A grand celebration in the Philippines is incomplete without an irrational amount of food, and holding court in the center of it all is the glorious lechon. This culinary tradition may have been passed on to us by our Spanish colonizers, but over the centuries we have truly made our version of the spit-roasted whole pig our own. With the diversity of produce and flavor preferences all over the archipelago, there really is no one way of preparing lechon. Still, there are certain set expectations—the skin must be glistening and golden; the flesh moist, tender, and flavorful. Everything else—from the flavors to the condiments—is open to reinterpretation.

There are two dominant styles of lechon preparation— the Luzon lechon and the Visayas lechon, pertaining to two out of the three major island groups in the Philippines. The Luzon lechon is also more commonly known as lechon Tagalog, the cooking style that flourished in the capital and its surrounding provinces. It is usually unstuffed, its inside simply seasoned with salt and pepper, then sometimes drenched in a lime or cola-flavored carbonated drink perhaps to take the place of tamarind leaves which are less readily available. This also gives the skin its even caramelization and imparts its own distinct flavor to the skin and meat.

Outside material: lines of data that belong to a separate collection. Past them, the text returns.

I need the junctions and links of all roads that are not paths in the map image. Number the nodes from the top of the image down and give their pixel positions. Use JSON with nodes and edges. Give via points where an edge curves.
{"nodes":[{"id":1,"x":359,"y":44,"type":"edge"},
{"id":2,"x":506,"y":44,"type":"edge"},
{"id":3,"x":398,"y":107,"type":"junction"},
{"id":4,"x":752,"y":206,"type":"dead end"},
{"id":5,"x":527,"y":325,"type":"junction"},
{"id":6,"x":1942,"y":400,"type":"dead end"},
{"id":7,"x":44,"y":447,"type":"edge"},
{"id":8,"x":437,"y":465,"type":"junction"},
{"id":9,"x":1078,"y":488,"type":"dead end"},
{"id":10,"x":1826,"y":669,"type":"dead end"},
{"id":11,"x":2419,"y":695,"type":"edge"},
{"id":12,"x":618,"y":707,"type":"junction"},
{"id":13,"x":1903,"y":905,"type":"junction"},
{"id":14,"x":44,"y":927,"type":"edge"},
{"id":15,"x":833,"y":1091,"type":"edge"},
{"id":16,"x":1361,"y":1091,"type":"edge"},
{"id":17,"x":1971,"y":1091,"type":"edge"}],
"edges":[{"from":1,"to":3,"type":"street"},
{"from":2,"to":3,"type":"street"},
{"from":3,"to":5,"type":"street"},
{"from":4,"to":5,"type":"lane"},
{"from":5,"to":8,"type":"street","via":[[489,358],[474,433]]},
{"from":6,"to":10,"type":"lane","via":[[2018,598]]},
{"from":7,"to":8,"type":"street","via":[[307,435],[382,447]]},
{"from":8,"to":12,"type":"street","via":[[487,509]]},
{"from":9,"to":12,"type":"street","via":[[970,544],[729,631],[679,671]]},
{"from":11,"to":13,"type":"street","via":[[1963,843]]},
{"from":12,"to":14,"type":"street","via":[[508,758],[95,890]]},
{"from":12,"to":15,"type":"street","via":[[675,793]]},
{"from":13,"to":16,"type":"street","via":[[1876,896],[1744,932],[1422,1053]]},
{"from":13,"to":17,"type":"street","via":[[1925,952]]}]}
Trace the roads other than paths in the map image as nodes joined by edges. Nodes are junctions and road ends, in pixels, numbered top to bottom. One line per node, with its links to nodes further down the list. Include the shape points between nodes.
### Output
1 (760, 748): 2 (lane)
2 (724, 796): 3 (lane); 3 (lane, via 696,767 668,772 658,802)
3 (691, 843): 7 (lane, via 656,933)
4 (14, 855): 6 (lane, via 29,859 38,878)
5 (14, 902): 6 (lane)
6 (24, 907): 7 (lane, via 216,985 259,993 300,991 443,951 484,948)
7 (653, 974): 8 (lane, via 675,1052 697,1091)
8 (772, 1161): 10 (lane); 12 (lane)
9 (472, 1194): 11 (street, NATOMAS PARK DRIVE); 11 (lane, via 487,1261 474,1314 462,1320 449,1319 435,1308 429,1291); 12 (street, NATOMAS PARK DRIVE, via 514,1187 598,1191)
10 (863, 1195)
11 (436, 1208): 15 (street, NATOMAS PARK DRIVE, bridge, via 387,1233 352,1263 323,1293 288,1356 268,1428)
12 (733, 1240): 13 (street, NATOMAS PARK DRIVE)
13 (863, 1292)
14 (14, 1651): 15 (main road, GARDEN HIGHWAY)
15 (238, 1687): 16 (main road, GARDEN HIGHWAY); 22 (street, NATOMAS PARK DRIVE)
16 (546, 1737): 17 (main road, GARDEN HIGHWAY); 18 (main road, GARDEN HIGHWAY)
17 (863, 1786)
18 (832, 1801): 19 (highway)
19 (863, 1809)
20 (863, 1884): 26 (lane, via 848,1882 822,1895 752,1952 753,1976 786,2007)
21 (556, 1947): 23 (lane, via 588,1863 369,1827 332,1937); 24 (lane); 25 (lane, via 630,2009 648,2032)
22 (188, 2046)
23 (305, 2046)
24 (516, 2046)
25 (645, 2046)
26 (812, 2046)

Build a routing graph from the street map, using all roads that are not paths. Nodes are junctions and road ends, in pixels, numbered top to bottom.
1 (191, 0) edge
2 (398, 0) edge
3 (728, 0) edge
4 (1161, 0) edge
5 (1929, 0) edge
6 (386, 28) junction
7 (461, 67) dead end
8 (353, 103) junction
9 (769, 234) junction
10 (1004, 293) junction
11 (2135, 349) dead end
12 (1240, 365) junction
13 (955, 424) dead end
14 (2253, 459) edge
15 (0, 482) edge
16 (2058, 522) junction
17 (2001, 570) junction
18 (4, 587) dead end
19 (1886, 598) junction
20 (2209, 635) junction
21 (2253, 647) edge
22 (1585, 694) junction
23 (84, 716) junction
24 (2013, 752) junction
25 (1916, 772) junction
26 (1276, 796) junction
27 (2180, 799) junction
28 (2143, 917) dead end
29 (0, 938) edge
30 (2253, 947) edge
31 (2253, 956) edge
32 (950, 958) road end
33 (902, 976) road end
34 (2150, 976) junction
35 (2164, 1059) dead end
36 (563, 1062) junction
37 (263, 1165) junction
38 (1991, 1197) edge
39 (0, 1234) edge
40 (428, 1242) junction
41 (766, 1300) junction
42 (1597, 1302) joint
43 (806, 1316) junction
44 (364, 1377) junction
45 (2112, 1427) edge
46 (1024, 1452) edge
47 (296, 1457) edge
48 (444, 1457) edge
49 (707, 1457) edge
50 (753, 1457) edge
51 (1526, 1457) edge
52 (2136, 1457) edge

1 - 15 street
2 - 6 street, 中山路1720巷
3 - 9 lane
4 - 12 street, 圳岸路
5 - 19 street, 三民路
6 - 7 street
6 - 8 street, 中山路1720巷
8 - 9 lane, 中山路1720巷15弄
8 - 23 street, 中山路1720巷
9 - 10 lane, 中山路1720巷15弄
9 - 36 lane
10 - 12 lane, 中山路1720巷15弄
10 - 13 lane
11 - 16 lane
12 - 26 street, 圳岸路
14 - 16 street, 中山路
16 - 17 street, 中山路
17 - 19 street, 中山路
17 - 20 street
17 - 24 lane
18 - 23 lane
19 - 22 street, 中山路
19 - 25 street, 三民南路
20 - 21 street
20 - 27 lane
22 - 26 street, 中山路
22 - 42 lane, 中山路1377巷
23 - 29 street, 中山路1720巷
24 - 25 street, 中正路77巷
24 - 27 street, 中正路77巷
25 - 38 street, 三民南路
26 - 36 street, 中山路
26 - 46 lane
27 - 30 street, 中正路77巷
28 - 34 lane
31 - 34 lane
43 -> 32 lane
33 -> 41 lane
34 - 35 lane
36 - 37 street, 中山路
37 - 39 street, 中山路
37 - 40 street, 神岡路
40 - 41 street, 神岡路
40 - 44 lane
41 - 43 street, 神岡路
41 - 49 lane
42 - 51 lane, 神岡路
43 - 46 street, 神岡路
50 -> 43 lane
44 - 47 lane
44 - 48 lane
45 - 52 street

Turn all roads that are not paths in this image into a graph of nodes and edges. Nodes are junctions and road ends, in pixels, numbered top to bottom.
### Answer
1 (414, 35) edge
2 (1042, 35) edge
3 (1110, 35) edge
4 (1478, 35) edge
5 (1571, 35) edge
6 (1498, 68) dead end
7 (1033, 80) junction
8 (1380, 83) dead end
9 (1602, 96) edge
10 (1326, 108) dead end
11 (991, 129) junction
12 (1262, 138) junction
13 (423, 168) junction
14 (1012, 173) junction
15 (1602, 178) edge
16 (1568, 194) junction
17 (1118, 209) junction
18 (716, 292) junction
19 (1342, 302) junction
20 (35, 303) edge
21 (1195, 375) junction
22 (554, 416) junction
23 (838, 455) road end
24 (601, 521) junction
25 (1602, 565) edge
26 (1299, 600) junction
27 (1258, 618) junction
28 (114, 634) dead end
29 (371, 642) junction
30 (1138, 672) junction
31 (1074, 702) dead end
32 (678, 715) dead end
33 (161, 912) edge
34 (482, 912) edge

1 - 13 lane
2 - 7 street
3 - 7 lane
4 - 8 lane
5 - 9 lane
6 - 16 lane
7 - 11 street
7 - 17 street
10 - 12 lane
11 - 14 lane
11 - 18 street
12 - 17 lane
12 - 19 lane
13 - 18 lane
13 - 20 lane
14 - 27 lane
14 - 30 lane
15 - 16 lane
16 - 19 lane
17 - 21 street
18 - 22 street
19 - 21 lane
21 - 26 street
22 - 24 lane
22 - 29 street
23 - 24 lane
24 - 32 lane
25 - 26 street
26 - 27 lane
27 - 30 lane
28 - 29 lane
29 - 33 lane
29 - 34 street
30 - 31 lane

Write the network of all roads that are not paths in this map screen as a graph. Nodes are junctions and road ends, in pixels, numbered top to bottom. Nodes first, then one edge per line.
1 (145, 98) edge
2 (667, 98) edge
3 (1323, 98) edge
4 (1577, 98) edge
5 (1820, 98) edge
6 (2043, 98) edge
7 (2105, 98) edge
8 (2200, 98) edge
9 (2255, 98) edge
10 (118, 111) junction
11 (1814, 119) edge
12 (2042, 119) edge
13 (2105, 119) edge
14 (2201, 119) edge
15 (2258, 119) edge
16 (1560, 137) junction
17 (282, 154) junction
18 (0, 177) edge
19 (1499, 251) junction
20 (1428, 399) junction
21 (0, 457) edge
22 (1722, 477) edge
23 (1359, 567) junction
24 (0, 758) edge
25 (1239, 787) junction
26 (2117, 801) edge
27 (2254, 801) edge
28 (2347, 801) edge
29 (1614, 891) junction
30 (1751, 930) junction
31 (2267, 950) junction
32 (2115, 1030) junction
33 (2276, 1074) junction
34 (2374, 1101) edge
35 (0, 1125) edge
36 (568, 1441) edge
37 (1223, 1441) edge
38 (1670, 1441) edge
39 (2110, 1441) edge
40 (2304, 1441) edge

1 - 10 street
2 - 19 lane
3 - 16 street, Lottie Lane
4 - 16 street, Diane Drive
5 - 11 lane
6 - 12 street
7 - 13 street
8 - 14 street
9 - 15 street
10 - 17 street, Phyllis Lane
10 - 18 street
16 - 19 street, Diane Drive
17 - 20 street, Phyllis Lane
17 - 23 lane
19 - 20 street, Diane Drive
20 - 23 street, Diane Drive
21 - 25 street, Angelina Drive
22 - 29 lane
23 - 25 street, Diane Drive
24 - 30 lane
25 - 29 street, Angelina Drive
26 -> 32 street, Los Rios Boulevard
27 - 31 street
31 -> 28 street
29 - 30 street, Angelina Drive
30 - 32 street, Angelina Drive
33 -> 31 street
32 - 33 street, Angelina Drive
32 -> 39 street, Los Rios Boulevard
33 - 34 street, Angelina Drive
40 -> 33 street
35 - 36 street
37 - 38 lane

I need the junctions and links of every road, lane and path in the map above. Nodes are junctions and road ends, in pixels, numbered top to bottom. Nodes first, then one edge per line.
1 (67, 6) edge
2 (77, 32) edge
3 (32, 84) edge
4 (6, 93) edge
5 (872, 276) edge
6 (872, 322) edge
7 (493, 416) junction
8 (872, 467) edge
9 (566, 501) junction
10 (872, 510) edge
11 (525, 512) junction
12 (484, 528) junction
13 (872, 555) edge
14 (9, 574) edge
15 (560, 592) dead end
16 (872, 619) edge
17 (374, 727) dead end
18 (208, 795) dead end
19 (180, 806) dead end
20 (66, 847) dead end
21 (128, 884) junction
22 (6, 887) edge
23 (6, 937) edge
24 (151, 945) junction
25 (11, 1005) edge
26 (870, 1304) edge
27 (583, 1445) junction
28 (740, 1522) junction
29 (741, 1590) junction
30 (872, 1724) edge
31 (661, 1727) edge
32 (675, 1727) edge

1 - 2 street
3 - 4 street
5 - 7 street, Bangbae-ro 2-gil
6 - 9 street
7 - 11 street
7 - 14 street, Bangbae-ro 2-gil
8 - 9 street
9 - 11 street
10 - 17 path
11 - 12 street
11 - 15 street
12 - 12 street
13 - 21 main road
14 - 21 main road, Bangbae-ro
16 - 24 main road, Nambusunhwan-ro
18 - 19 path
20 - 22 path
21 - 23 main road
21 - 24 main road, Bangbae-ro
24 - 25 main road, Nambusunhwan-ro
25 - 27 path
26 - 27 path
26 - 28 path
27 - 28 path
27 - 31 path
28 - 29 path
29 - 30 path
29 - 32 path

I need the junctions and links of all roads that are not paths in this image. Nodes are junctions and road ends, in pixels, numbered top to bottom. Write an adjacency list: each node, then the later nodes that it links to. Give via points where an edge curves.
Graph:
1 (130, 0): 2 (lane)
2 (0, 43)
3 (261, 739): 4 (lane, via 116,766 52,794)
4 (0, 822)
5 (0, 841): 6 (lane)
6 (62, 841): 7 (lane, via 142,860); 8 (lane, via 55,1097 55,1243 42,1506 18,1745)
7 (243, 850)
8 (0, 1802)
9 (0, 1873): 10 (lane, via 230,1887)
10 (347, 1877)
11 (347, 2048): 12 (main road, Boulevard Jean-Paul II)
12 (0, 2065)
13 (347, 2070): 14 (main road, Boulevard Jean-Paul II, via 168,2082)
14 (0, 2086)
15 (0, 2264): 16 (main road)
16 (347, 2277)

Devoid of herbs and aromatics, the punch of flavor of the lechon Tagalog comes from the sweet, tangy, and peppery liver sauce it is served with. The thick brown sauce really has a very distinct taste and texture. Its ingredients are often but not exclusively composed of vinegar, brown sugar, salt, pepper, mashed liver (or liver spread), breadcrumbs, garlic, and onion.

Lechon Visayas, on the other hand, has opted to pack the pig with stuffing made of various herbs and aromatics. What ends up inside depends on what is readily available. The most popular kind which has made its way around the country is the Cebu lechon with its stuffing of lemongrass, scallions, and garlic. Bacolod-style lechon is also rising in popularity and is almost the same as the Cebu version, if not for the addition of the citrus fruit batuan that imparts a lemony flavor.

In the northern part of the Philippines, they prefer lechon kawali or lechon de carajay (pertaining to the wok that it is cooked in) which are slabs of boiled and air-dried pork belly deep-fried in oil. In the Ilocos region, this is called bagnet and is readily available in the market or street side stalls already cooked, ready to be reheated and eaten at home. Enjoyed on its own or with rice, the preferred condiment alongside it is a spicy sukang Iloko (spiced Ilocos vinegar) or bagoong (fermented fish or shrimp paste).

There are more current innovations applied to roasting lechon that lechoneros claim to enhance the flavors and quality of the finished product. Some prefer certain kinds of charcoal for more even heat distribution, while others prefer certain fruit tree wood over others that imbue their own signature smoky flavors. Others have gotten more adventurous with the stuffing: some like to add chili for extra heat, others are mixing premium or exotic ingredients with their rice stuffing to make things interesting, and there are still those who like pushing the boundaries of what a lechon can be by stuffing it with other proteins, or even a bottle of beer. Whatever the reiteration, one thing is for sure: the lechon is a star.